The governor imposed a moratorium on conducting executions for most of his term, culminating with this day’s controversial (though it did score him a Nobel Peace Prize nomination) announcement. Maybe there’s just something in the water at the Springfield governor’s mansion that attracts its residents to impolitic death penalty interventions.

Successor Rod Blagojevich called Ryan’s blanket clemency “a big mistake”, and his formal continuation of the Ryan moratorium on actual executions has been a dead letter since inheriting a vacant death row meant that no capital case reached the end of its appeals on his watch.

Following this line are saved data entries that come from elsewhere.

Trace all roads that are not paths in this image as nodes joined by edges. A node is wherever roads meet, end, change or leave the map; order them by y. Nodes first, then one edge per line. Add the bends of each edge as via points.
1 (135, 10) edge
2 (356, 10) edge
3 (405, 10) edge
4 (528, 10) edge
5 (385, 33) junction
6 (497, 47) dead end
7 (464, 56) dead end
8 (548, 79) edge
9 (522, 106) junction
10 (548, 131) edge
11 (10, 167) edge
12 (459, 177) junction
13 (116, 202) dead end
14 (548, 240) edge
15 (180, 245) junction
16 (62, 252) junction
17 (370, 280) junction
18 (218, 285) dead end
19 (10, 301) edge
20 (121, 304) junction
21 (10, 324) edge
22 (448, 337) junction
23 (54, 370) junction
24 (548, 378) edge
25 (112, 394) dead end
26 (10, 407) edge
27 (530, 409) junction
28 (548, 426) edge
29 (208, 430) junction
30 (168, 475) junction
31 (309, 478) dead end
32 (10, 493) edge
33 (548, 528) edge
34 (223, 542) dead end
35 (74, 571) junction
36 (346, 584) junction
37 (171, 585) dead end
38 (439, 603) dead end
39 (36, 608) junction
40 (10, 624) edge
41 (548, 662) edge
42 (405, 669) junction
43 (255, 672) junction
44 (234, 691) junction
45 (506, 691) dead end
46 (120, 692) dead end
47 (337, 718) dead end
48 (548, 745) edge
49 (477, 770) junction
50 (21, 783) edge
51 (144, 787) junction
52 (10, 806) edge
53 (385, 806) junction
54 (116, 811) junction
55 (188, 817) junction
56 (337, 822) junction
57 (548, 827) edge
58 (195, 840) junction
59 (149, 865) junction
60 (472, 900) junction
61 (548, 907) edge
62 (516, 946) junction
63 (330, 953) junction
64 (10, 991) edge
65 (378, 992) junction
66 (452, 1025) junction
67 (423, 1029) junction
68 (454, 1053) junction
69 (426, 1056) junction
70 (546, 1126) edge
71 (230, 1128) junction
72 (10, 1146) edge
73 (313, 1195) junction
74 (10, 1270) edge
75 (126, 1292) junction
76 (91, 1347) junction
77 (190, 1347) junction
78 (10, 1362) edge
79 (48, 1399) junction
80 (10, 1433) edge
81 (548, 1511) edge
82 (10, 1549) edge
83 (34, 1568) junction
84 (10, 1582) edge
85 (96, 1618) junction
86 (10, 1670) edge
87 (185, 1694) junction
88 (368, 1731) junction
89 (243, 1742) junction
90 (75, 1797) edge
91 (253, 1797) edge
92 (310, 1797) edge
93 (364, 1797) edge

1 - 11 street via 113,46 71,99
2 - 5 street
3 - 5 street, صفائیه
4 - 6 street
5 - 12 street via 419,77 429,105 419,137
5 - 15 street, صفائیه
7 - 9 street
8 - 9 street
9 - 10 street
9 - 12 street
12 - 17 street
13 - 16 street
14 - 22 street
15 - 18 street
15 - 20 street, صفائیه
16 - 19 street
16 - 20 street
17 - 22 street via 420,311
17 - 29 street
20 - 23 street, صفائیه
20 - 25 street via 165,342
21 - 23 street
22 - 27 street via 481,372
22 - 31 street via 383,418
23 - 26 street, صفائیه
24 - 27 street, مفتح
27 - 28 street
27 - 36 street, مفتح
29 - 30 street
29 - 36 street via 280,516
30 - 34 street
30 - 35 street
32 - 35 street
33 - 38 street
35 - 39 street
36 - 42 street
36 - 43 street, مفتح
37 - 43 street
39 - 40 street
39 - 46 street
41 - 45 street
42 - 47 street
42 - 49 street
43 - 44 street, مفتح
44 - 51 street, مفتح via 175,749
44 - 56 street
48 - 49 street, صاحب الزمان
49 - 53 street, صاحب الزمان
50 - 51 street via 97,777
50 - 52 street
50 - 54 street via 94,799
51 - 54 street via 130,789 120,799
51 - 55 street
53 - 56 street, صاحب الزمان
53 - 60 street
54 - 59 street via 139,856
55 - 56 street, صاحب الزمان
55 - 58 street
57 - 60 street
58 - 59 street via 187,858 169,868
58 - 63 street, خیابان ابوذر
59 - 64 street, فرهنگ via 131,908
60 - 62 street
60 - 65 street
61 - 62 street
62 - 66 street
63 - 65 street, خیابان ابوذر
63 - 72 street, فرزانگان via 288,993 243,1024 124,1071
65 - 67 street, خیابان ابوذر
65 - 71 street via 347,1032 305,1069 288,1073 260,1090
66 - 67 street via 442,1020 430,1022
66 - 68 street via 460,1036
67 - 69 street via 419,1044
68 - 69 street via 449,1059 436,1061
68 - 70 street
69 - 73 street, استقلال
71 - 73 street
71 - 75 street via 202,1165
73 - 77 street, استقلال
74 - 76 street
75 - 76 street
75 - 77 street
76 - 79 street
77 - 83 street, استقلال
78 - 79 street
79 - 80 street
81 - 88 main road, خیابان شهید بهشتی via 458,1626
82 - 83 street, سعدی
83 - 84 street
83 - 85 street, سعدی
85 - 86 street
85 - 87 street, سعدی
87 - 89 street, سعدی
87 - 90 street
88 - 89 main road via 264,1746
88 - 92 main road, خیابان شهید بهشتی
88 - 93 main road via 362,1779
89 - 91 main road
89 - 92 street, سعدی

For the favor of sparing Blagojevich the burden of handling a death warrant — although one doesn’t get the sense that Blago is the type for a troubled conscience — George Ryan has been unkindly repaid.

Now residing in federal prison on corruption charges, the ex-governor’s own clemency petition has been complicated by sensational allegations of Blagojevich’s graft.

That petition is addressed to an outgoing executive oppositely inclined on the death row commutation question. Ryan authorized one actual execution early in his term, and spared this day’s host; George W. Bush, his virtual mirror image, has issued one commutation and carried out 155 executions during his time as chief executive of Texas and of the United States.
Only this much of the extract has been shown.